Exercise objective. Lines with the word "RISDON": copy all of them from the entries below.

Given records.
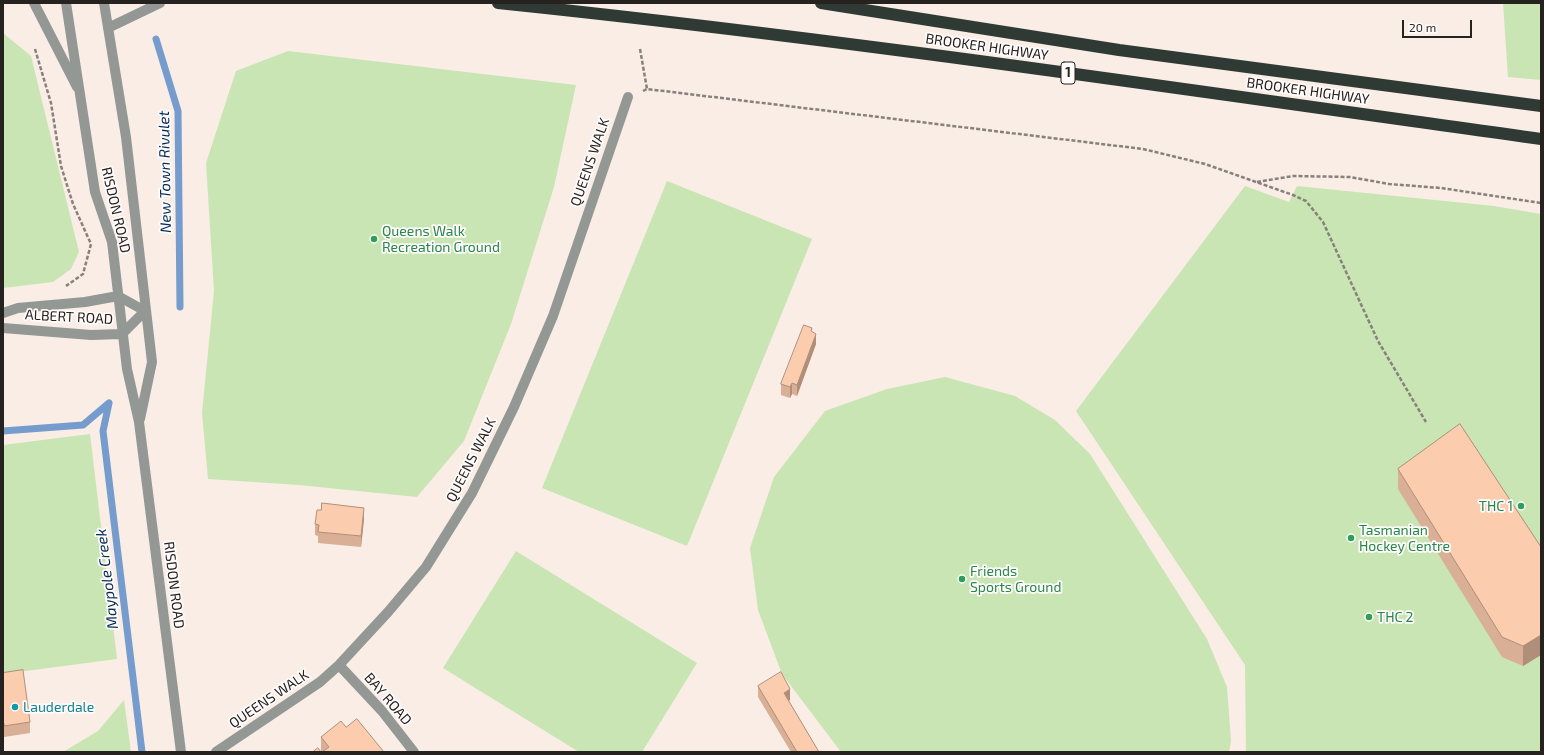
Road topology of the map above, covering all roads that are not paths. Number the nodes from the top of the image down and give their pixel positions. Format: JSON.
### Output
{"nodes":[{"id":1,"x":34,"y":3,"type":"edge"},
{"id":2,"x":66,"y":3,"type":"edge"},
{"id":3,"x":104,"y":3,"type":"edge"},
{"id":4,"x":160,"y":3,"type":"edge"},
{"id":5,"x":498,"y":3,"type":"edge"},
{"id":6,"x":821,"y":3,"type":"edge"},
{"id":7,"x":108,"y":28,"type":"junction"},
{"id":8,"x":81,"y":96,"type":"junction"},
{"id":9,"x":628,"y":97,"type":"road end"},
{"id":10,"x":1541,"y":106,"type":"edge"},
{"id":11,"x":1541,"y":139,"type":"edge"},
{"id":12,"x":118,"y":296,"type":"junction"},
{"id":13,"x":145,"y":311,"type":"junction"},
{"id":14,"x":3,"y":313,"type":"edge"},
{"id":15,"x":3,"y":328,"type":"edge"},
{"id":16,"x":122,"y":334,"type":"junction"},
{"id":17,"x":140,"y":422,"type":"junction"},
{"id":18,"x":339,"y":665,"type":"junction"},
{"id":19,"x":181,"y":752,"type":"edge"},
{"id":20,"x":216,"y":752,"type":"edge"},
{"id":21,"x":414,"y":752,"type":"edge"}],
"edges":[{"from":1,"to":8,"type":"street"},
{"from":2,"to":8,"type":"street","name":"RISDON ROAD"},
{"from":3,"to":7,"type":"street","name":"RISDON ROAD"},
{"from":4,"to":7,"type":"street"},
{"from":5,"to":11,"type":"highway","name":"BROOKER HIGHWAY","number":"1"},
{"from":6,"to":10,"type":"highway","name":"BROOKER HIGHWAY","number":"1"},
{"from":7,"to":13,"type":"street","name":"RISDON ROAD"},
{"from":8,"to":12,"type":"street","name":"RISDON ROAD"},
{"from":9,"to":18,"type":"street","name":"QUEENS WALK"},
{"from":12,"to":13,"type":"street","name":"ALBERT ROAD"},
{"from":12,"to":14,"type":"street","name":"ALBERT ROAD"},
{"from":12,"to":16,"type":"street","name":"RISDON ROAD"},
{"from":13,"to":16,"type":"street","name":"ALBERT ROAD"},
{"from":13,"to":17,"type":"street","name":"RISDON ROAD"},
{"from":15,"to":16,"type":"street","name":"ALBERT ROAD"},
{"from":16,"to":17,"type":"street","name":"RISDON ROAD"},
{"from":17,"to":19,"type":"street","name":"RISDON ROAD"},
{"from":18,"to":20,"type":"street","name":"QUEENS WALK"},
{"from":18,"to":21,"type":"street","name":"BAY ROAD"}]}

Result for this task.
{"from":2,"to":8,"type":"street","name":"RISDON ROAD"},
{"from":3,"to":7,"type":"street","name":"RISDON ROAD"},
{"from":7,"to":13,"type":"street","name":"RISDON ROAD"},
{"from":8,"to":12,"type":"street","name":"RISDON ROAD"},
{"from":12,"to":16,"type":"street","name":"RISDON ROAD"},
{"from":13,"to":17,"type":"street","name":"RISDON ROAD"},
{"from":16,"to":17,"type":"street","name":"RISDON ROAD"},
{"from":17,"to":19,"type":"street","name":"RISDON ROAD"},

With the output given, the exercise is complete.